Sunlight seems to "settle" within its cone of light of the future to a curvature of space that is not part of our physical reality, even if it results from our impotence to directly measure time, in that region of space at around the star. We might think that the two sides of the same coin, coined on the "inside" and "outside" of space-time, are symmetrical as are usually the images reflected in a mirror, but we will not be able to prove it in practice. In this way, we usually judge that the time that would have been retained within the cone of sunlight would correspond to the same 8 minutes, which we can measure after its light has reached our position. But there seems to be a fundamental difference in behavior between the real and the observed, since time has been added to the other two dimensions of space only after the inversion in the direction of its arrow. That is, after it would have come to point apparently to our own past. The light cone of the Sun's future would only gain depth if the waves overlapped "over time". As there can be no assurance that time exists in the future, one could not count on the existence of real motion for light in that sense of the arrow of time.
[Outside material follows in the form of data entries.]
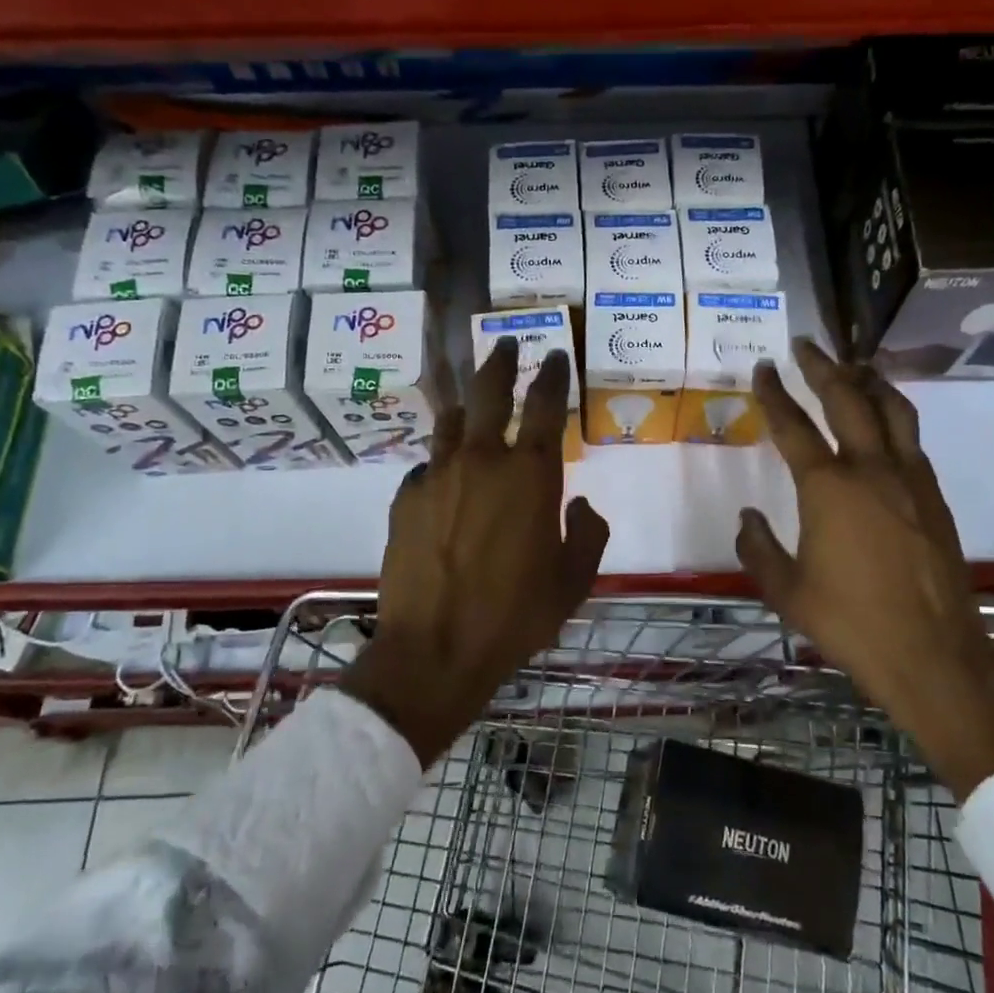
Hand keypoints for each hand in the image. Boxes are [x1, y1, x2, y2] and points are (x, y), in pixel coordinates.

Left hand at [343, 339, 608, 764]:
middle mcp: (483, 462)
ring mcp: (438, 476)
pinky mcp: (405, 498)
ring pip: (451, 420)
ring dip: (465, 403)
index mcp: (531, 476)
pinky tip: (443, 478)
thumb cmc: (515, 617)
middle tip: (506, 343)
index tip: (555, 355)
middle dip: (501, 361)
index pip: (545, 405)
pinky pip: (427, 466)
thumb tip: (578, 505)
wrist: (435, 649)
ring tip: (470, 400)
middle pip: (489, 391)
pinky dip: (440, 462)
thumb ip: (587, 535)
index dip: (552, 374)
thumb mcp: (573, 582)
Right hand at [738, 340, 993, 797]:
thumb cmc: (850, 623)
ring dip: (868, 381)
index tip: (764, 368)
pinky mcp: (935, 497)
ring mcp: (911, 480)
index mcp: (829, 489)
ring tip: (852, 364)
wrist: (932, 654)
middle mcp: (872, 470)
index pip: (794, 426)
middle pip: (847, 399)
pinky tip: (884, 421)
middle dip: (823, 367)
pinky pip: (911, 438)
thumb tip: (747, 517)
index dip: (774, 394)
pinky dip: (893, 414)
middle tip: (806, 345)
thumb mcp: (786, 591)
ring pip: (892, 410)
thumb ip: (758, 548)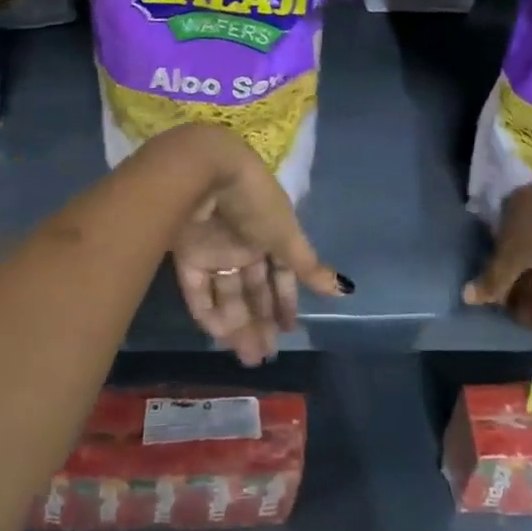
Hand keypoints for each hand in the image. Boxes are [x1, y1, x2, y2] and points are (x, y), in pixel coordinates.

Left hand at [166, 128, 348, 365]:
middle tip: (265, 356)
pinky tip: (222, 337)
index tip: (290, 330)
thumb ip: (308, 266)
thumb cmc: (255, 201)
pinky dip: (209, 313)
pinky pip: (198, 291)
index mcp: (269, 232)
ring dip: (237, 326)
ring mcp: (213, 249)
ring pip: (226, 294)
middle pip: (253, 288)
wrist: (205, 173)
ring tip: (249, 357)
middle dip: (261, 321)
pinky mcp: (187, 255)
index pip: (280, 272)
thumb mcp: (285, 234)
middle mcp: (242, 242)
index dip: (285, 299)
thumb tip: (344, 289)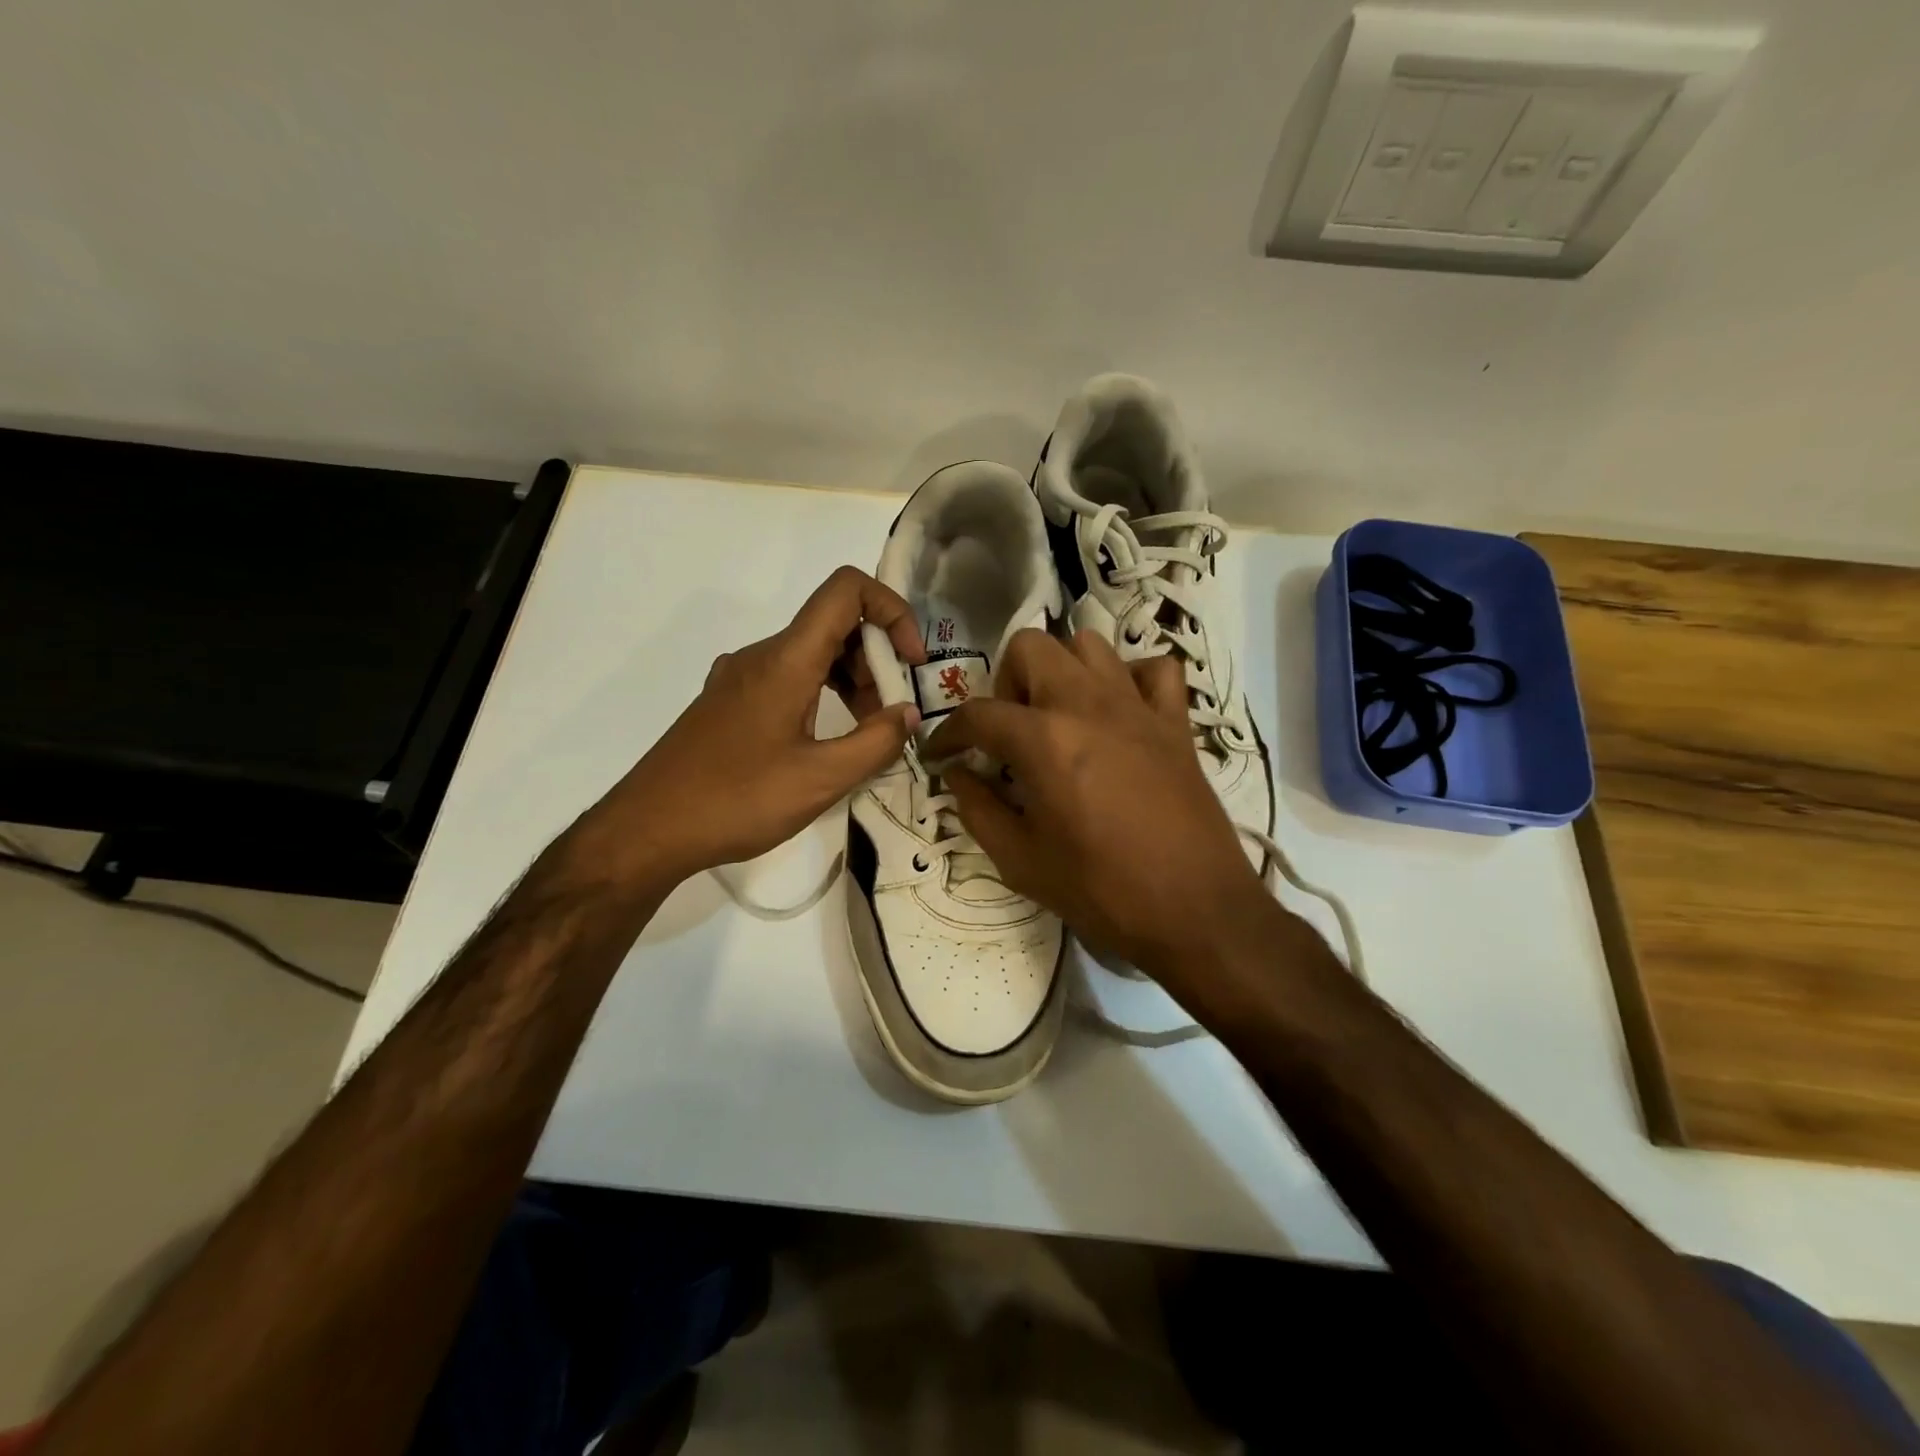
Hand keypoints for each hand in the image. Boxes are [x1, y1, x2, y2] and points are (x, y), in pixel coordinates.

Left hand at [590, 566, 925, 884]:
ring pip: (811, 655)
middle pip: (834, 625)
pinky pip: (788, 678)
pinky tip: (826, 743)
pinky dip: (821, 695)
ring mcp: (739, 677)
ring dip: (850, 682)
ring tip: (866, 735)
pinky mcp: (728, 702)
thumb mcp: (820, 780)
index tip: (911, 663)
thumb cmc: (736, 801)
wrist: (647, 830)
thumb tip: (908, 714)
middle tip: (891, 716)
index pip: (846, 591)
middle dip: (877, 660)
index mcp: (786, 660)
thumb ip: (875, 743)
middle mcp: (762, 655)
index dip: (892, 611)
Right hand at [927, 629, 1275, 987]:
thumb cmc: (1101, 892)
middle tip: (1009, 733)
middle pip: (1030, 647)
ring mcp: (1137, 706)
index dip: (948, 734)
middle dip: (1005, 682)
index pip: (978, 714)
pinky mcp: (1176, 721)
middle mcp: (1087, 704)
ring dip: (1062, 670)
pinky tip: (1119, 713)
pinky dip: (1130, 679)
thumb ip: (978, 810)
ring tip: (1058, 717)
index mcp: (1043, 740)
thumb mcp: (1020, 861)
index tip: (941, 755)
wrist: (1195, 913)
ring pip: (1089, 644)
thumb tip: (957, 775)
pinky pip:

As a consequence, there would be no waves within the cones of light of events, for they depend on motion. This is in line with Einstein's assertion that light, when traversing the vacuum, would use its corpuscular and not wave-like appearance. I am led to think that the third dimension of space is even time (on which the depth of the cone depends), for outside its direct register the movement virtually


disappears. The depth and all other dimensions that you can assign to space are secondary, and their existences are placed in dependence on the input of information, which is what allows us to define the continuous flow of time. Santa Maria, RS, Brazil, 02/22/2018.